OR.....you could just a single roller and use the factory reluctor, balancer, sensor, and timing cover.
Knowing that there is always better out there. What single roller timing sets would be recommended to use? Aftermarket?
Recommendations on a timing set for a 383 that is going to get flogged on the road course?
Knowing that there is always better out there. What single roller timing sets would be recommended to use? Aftermarket?
Recommendations on a timing set for a 383 that is going to get flogged on the road course?
Both my cars run the Cloyes Single Roller. And I know Justins car does too because I installed it lol.
Can some of you that have already done this swap, post some pictures of where/how your ecm is. I read somewhere about it being in same location as stock. Does it fit? How is it held in there? Do I have to take that plastic bracket out to make the new fit? Etc.
Finally got most/all plugs labeled on my express harness, and most of the loom removed. I have been pulling plugs out that are not needed.
I am a 5sp car, but I have decided to leave the automatic plugs in the harness for possible future usage. Anyone think this is good idea/bad idea?
I'm hoping for end of august to start making the physical swap. I have agreement to buy some headers, will have to have an o2 plug made in them. Still need to go to gm and get reluctor ring (and new iggy key, and remote for GTP).
EGR, while at the junk yard today, I noticed a FWD 3.1 or 3.4 that the mounted on the side. But the plug inserted the same way as it mounted so I was worried that one couldnt get the plug on it. As well the plug was different then the 4.3/305/350 one. Thought I would toss that out for someone with better fab skills then myself to look at and possibly make work.
Hi folks,
I was wondering if anyone has tried this with a 305 motor? I have an '86 Camaro with an LG4 engine (305 w/ 4bbl carb) that I want to change over to TPI with the 411 PCM. Going over the conversion I think I'll need the following (along with the items listed on the first page of this thread):
- upgrade the fuel delivery for TPI fuel pressure,
- grab an 5.0 Express van knock sensor,
- flash the PCM with a 01-02 Express van 5.0 vin.

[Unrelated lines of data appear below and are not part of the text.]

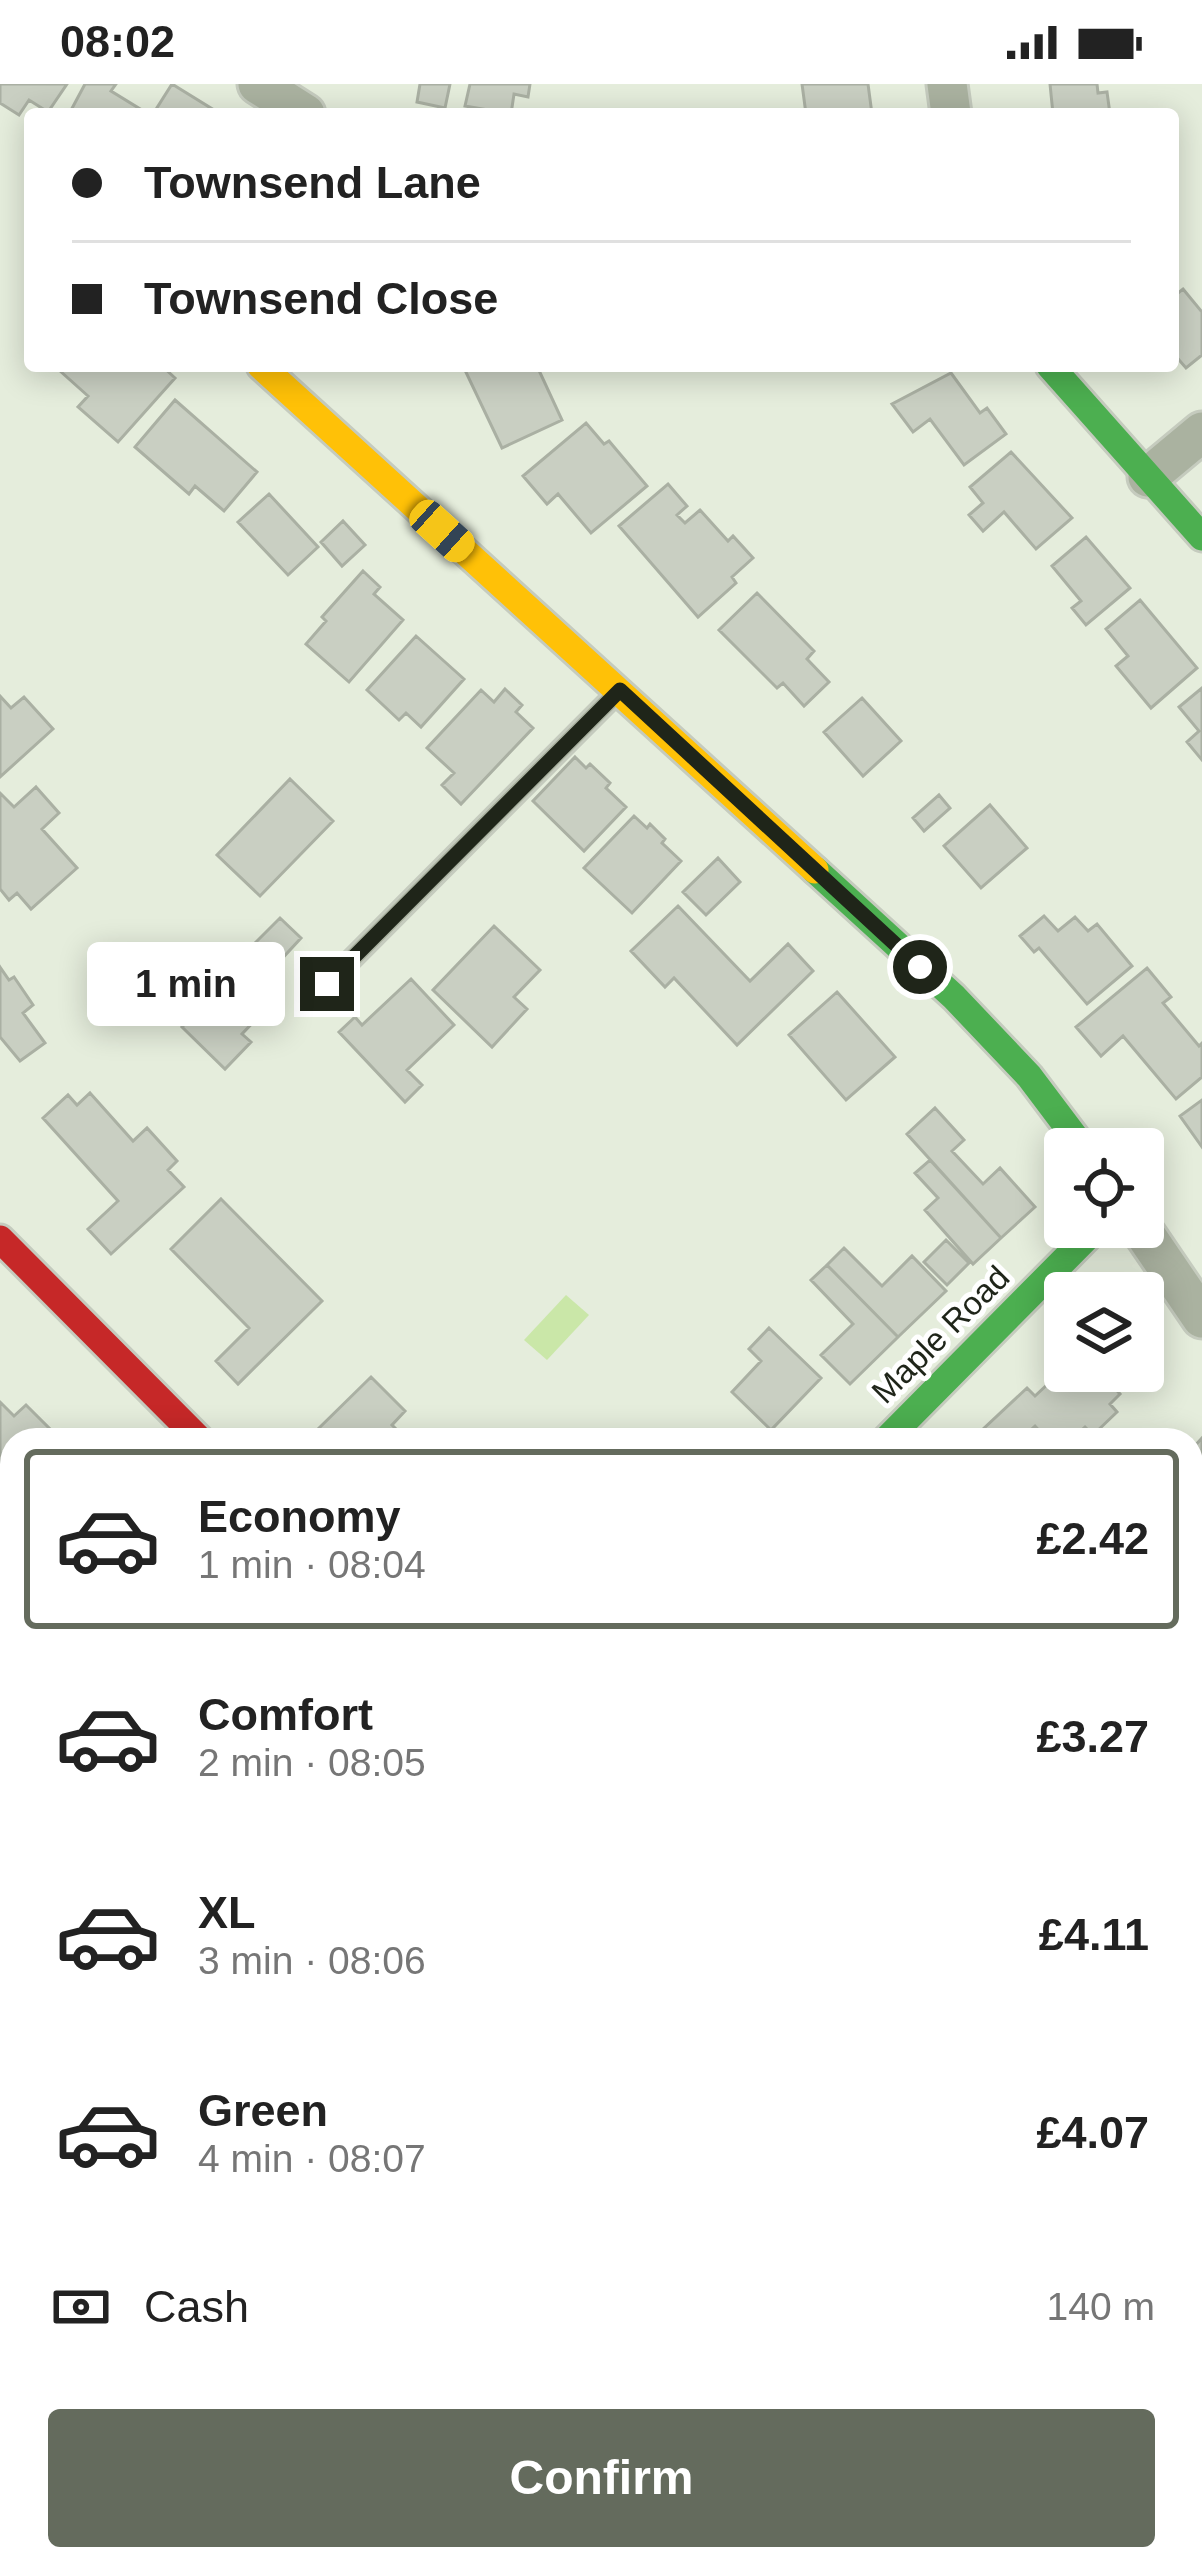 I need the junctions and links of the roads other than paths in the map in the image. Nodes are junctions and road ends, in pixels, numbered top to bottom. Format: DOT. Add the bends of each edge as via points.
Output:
graph roads {
  1 [pos="258,84"];
  2 [pos="298,108"];
  3 [pos="268,372"];
  4 [pos="1055,372"];
  5 [pos="1202,432"];
  6 [pos="1148,477"];
  7 [pos="1202,537"];
  8 [pos="620,690"];
  9 [pos="327,984"];
  10 [pos="1068,1128"];
  11 [pos="0,1239"];
  12 [pos="1076,1248"];
  13 [pos="1155,1248"];
  14 [pos="1200,1311"];
  15 [pos="188,1428"];
  16 [pos="898,1428"];
  1 -- 2 [label="street"];
  3 -- 8 [label="street"];
  4 -- 6 [label="street"];
  5 -- 6 [label="street"];
  6 -- 7 [label="street"];
  8 -- 9 [label="lane"];
  8 -- 10 [label="street" via="954,998"];
  11 -- 15 [label="street"];
  12 -- 16 [label="street, Maple Road"];
  13 -- 14 [label="street"];
} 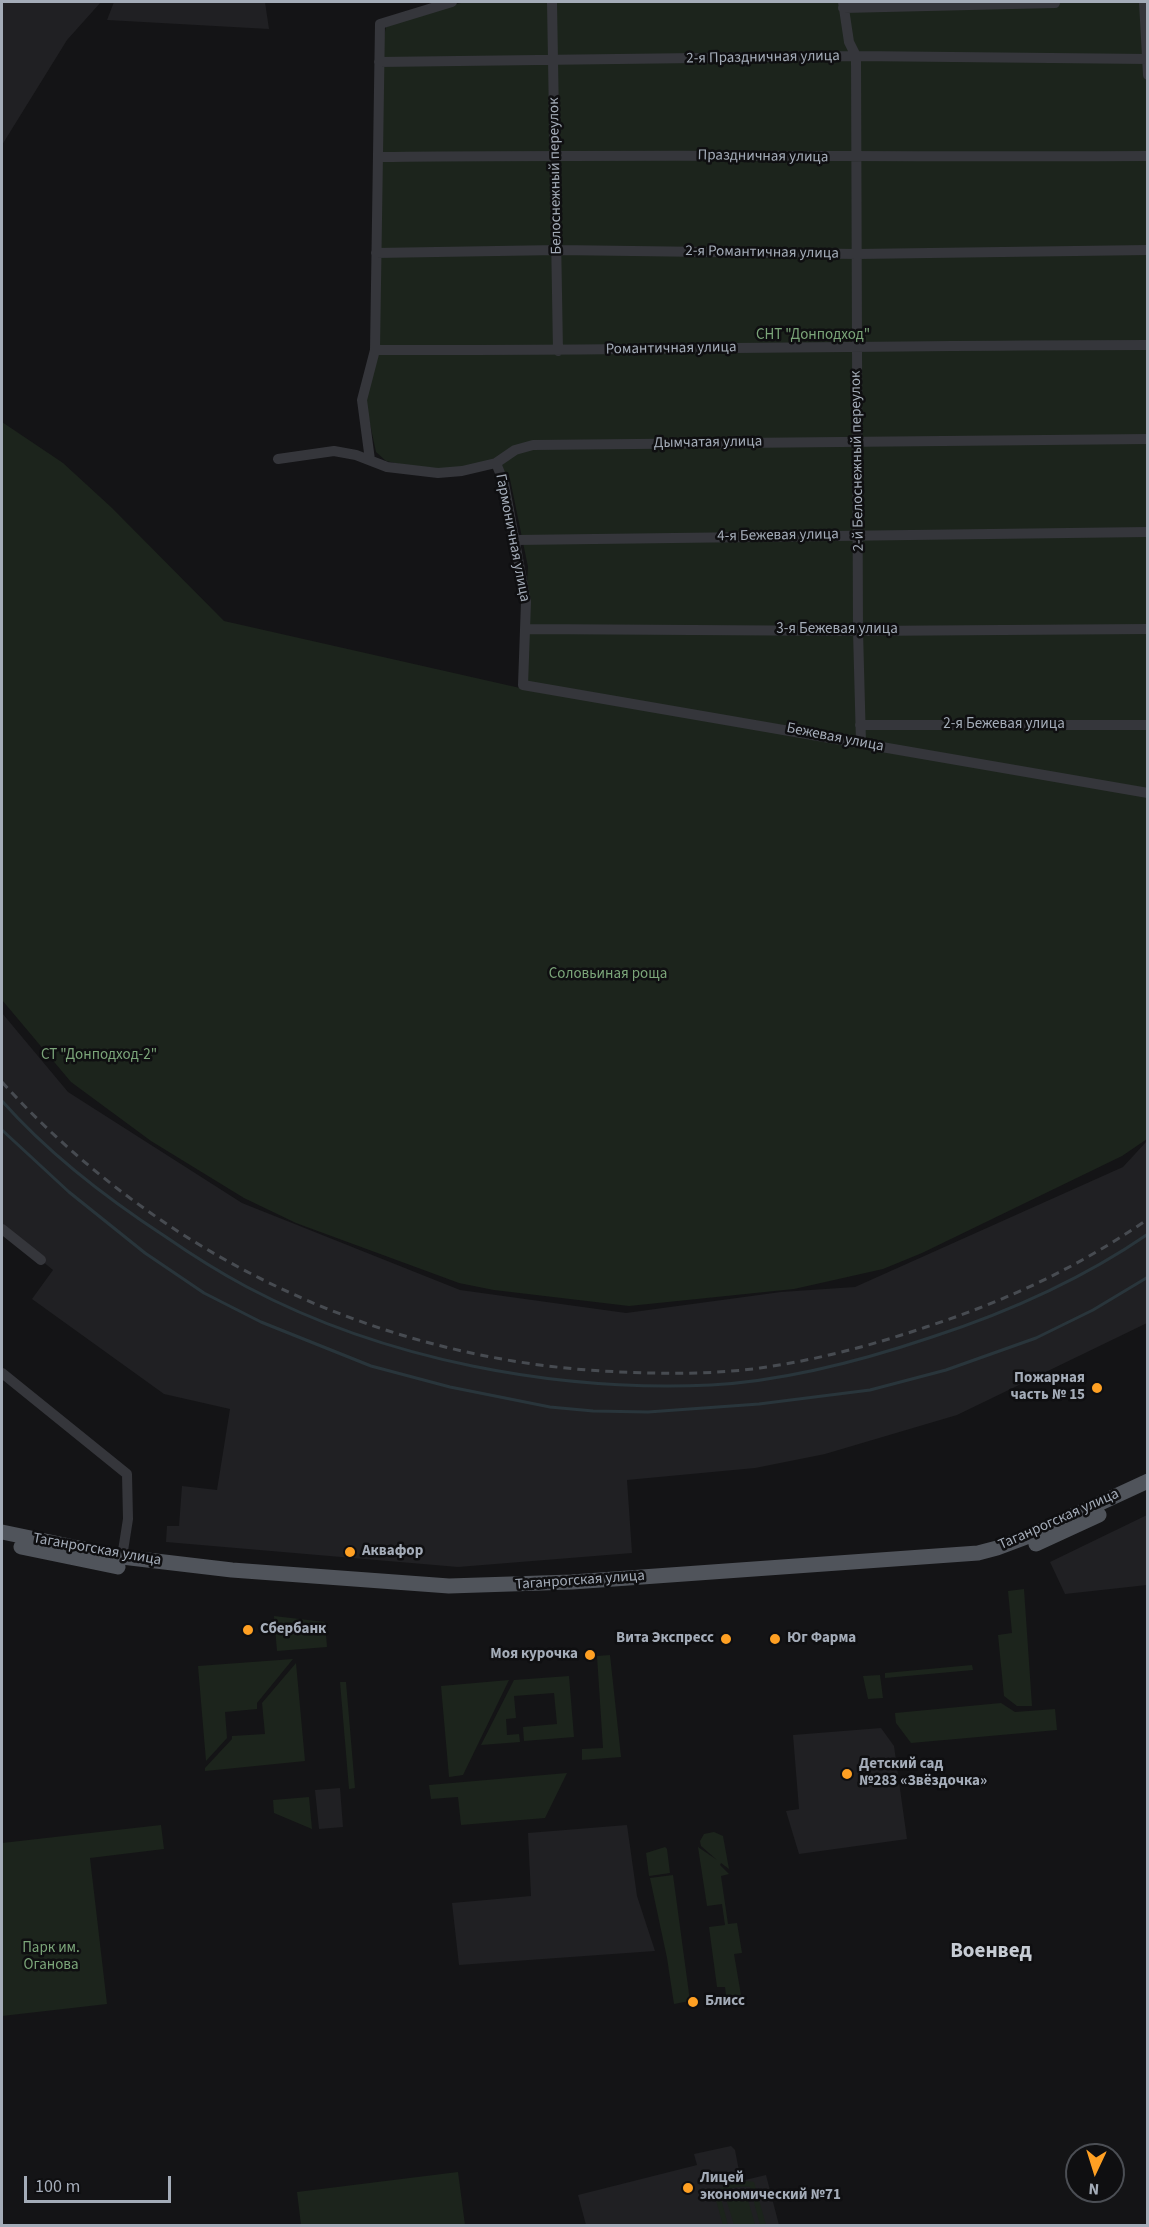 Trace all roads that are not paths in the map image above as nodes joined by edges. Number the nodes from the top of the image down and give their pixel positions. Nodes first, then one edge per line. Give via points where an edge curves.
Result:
1 (453, 2) edge
2 (552, 2) edge
3 (1144, 2) edge
4 (1055, 3) dead end
5 (843, 5) edge
6 (856, 56) junction
7 (1147, 59) edge
8 (553, 61) junction
9 (380, 62) junction
10 (1148, 75) edge
11 (556, 155) junction
12 (1148, 156) edge
13 (378, 157) junction
14 (856, 158) junction
15 (558, 250) junction
16 (1148, 250) edge
17 (376, 253) junction
18 (856, 254) junction
19 (856, 345) junction
20 (1148, 345) edge
21 (375, 350) junction
22 (558, 351) junction
23 (1148, 439) edge
24 (859, 440) junction
25 (278, 459) dead end
26 (370, 459) junction
27 (496, 463) junction
28 (1148, 532) edge
29 (859, 535) junction
30 (516, 540) junction
31 (526, 629) junction
32 (1148, 629) edge
33 (858, 631) junction
34 (523, 685) joint
35 (860, 725) junction
36 (1148, 725) edge
37 (861, 743) junction
38 (1148, 793) edge
39 (2, 1229) edge
40 (41, 1260) dead end
41 (2, 1373) edge
42 (1148, 1481) edge
43 (1148, 1492) edge
44 (2, 1532) edge
45 (2, 1542) edge
46 (121, 1562) junction
47 (604, 1585) junction

1 - 9 street via 380,24
2 - 8 street, Белоснежный переулок
3 - 7 street
4 - 5 street
5 - 6 street, 2-й Белоснежный переулок via 849,42
6 - 7 street, 2-я Праздничная улица
6 - 8 street, 2-я Праздничная улица
6 - 14 street, 2-й Белоснежный переулок
7 - 10 street
8 - 9 street, 2-я Праздничная улица
8 - 11 street, Белоснежный переулок
9 - 13 street
11 - 13 street, Праздничная улица
11 - 14 street, Праздничная улица
11 - 15 street, Белоснежный переулок
12 - 14 street, Праздничная улица
13 - 17 street
14 - 18 street, 2-й Белоснежный переулок
15 - 17 street, 2-я Романтичная улица
15 - 18 street, 2-я Романтичная улица
15 - 22 street, Белоснежный переулок
16 - 18 street, 2-я Романтичная улица
17 - 21 street
18 - 19 street, 2-й Белоснежный переулок
19 - 20 street, Романтичная улица
19 - 22 street, Романтичная улица
19 - 24 street, 2-й Белоснежный переулок
21 - 22 street, Романтичная улица
21 - 26 street via 362,400
23 - 24 street, Дымчатая улица
24 - 27 street, Дымчатая улица via 533,445 515,450
24 - 29 street, 2-й Белоснежный переулок
25 - 26 street, Дымчатая улица via 334,451
26 - 27 street, Дымчатая улица via 387,467 438,473
27 - 30 street, Гармоничная улица
28 - 29 street, 4-я Бежевая улица
29 - 30 street, 4-я Бежевая улица
29 - 33 street, 2-й Белоснежный переулок
30 - 31 street, Гармоничная улица via 526,602
31 - 33 street, 3-я Бежевая улица
31 - 34 street, Гармоничная улица
32 - 33 street, 3-я Бежевая улица
33 - 35 street, 2-й Белоснежный переулок
34 - 37 street, Бежевая улица
35 - 36 street, 2-я Бежевая улица
35 - 37 street, 2-й Белоснежный переулок
37 - 38 street, Бежевая улица
39 - 40 street
41 - 46 street via 127,1474 128,1519
42 - 47 main road, Таганрогская улица via 1029,1536 978,1553
43 - 47 main road, Таганрогская улица via 1024,1550 980,1563
44 - 46 main road, Таганрогская улица
45 - 46 main road, Таганрогская улица via 58,1556
46 - 47 main road, Таганрогская улица via 449,1586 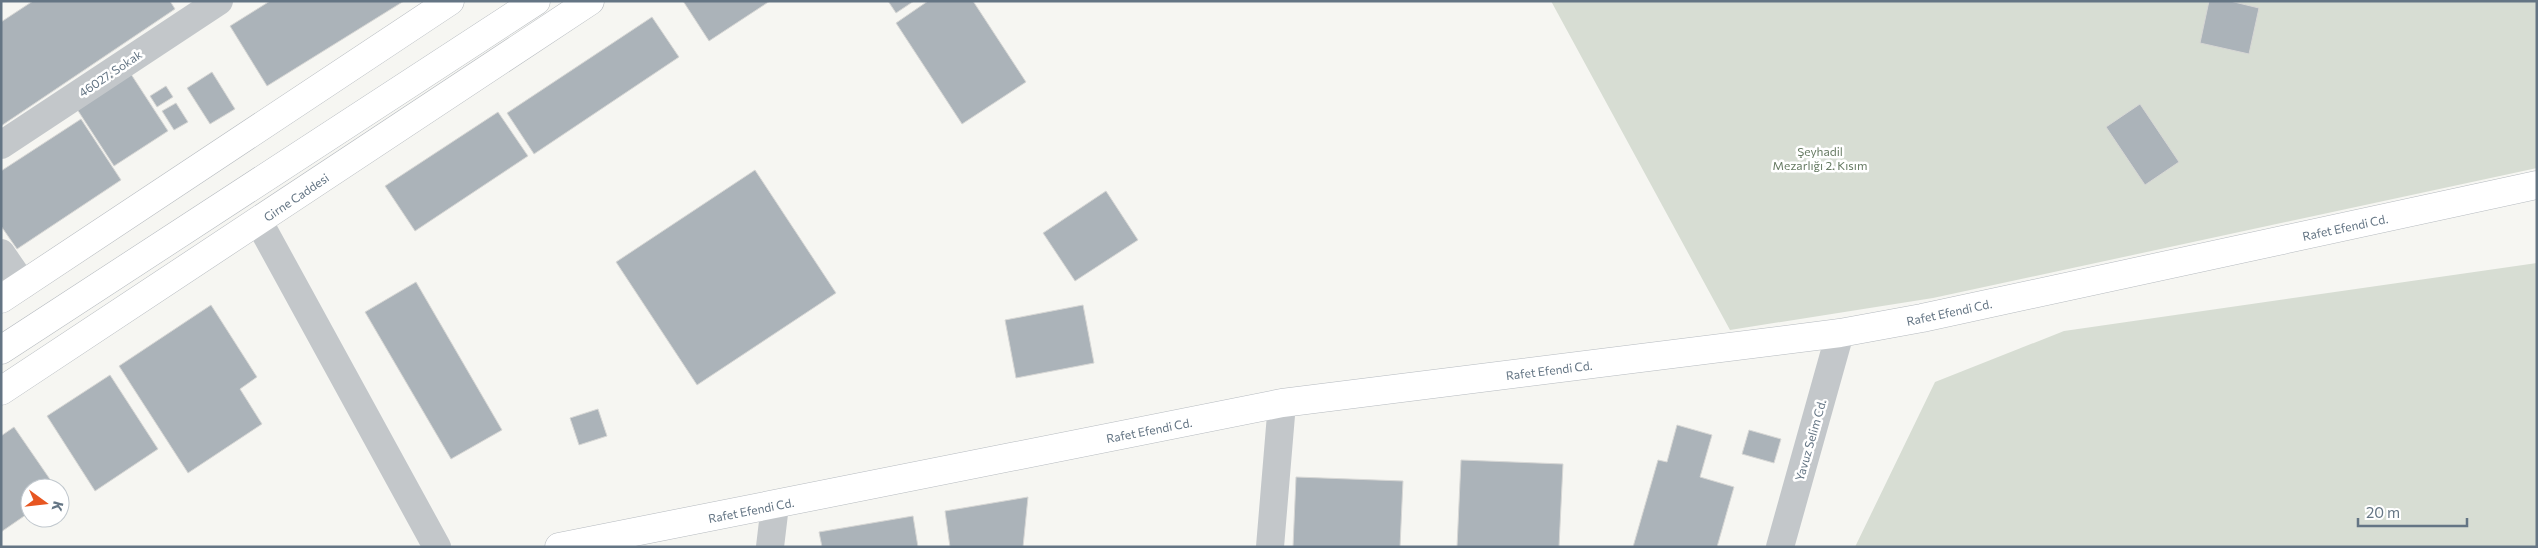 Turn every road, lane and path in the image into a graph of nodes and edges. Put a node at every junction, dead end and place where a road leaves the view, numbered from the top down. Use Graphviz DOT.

Can anyone think of anything else?
Thanks,
Tony
Hi folks,
I was wondering if anyone has tried this with a 305 motor? I have an '86 Camaro with an LG4 engine (305 w/ 4bbl carb) that I want to change over to TPI with the 411 PCM. Going over the conversion I think I'll need the following (along with the items listed on the first page of this thread):
- upgrade the fuel delivery for TPI fuel pressure,
- grab an 5.0 Express van knock sensor,
- flash the PCM with a 01-02 Express van 5.0 vin.
Can anyone think of anything else?
Thanks,
Tony
I've been looking for a 305 .cal file to flash PCM with for a couple months. No one seems to have access.
If you could flash the PCM for 2001-2002 Express Van with 305 everything else should work.
I suppose the 350 flash could be tweeked if I knew what to change.
I know some of the Express Vans ran the 305 engine, and some ran 4.3 also.
TPIselli, You would also need to make sure you have 305 injectors. Or learn how to calibrate for having 305 displacement, with 350/whatever injectors you have.
I'm doing "kinda" the same swap as you. TBI to TPI/411
Dale, fits in stock location. It JUSY fits up there. Its accually wedged up there and the bottom panel holds it up there. Weve done this on 3 cars and they havent moved in a year or so.
In the stock Express Van cal, the PCM is set for 19# injectors by default. The Vortecs used the spider looking 19# injectors inside intake on 305, 350, 4.3, so IMHO, the 19# would work on an otherwise stock 350.
Opinions???
I have noticed after the 411 swap when I am downshifting on the highway like if im going to race or something, and I let the clutch out slowly into the next gear, the exhaust sounds different than with the tpi computer.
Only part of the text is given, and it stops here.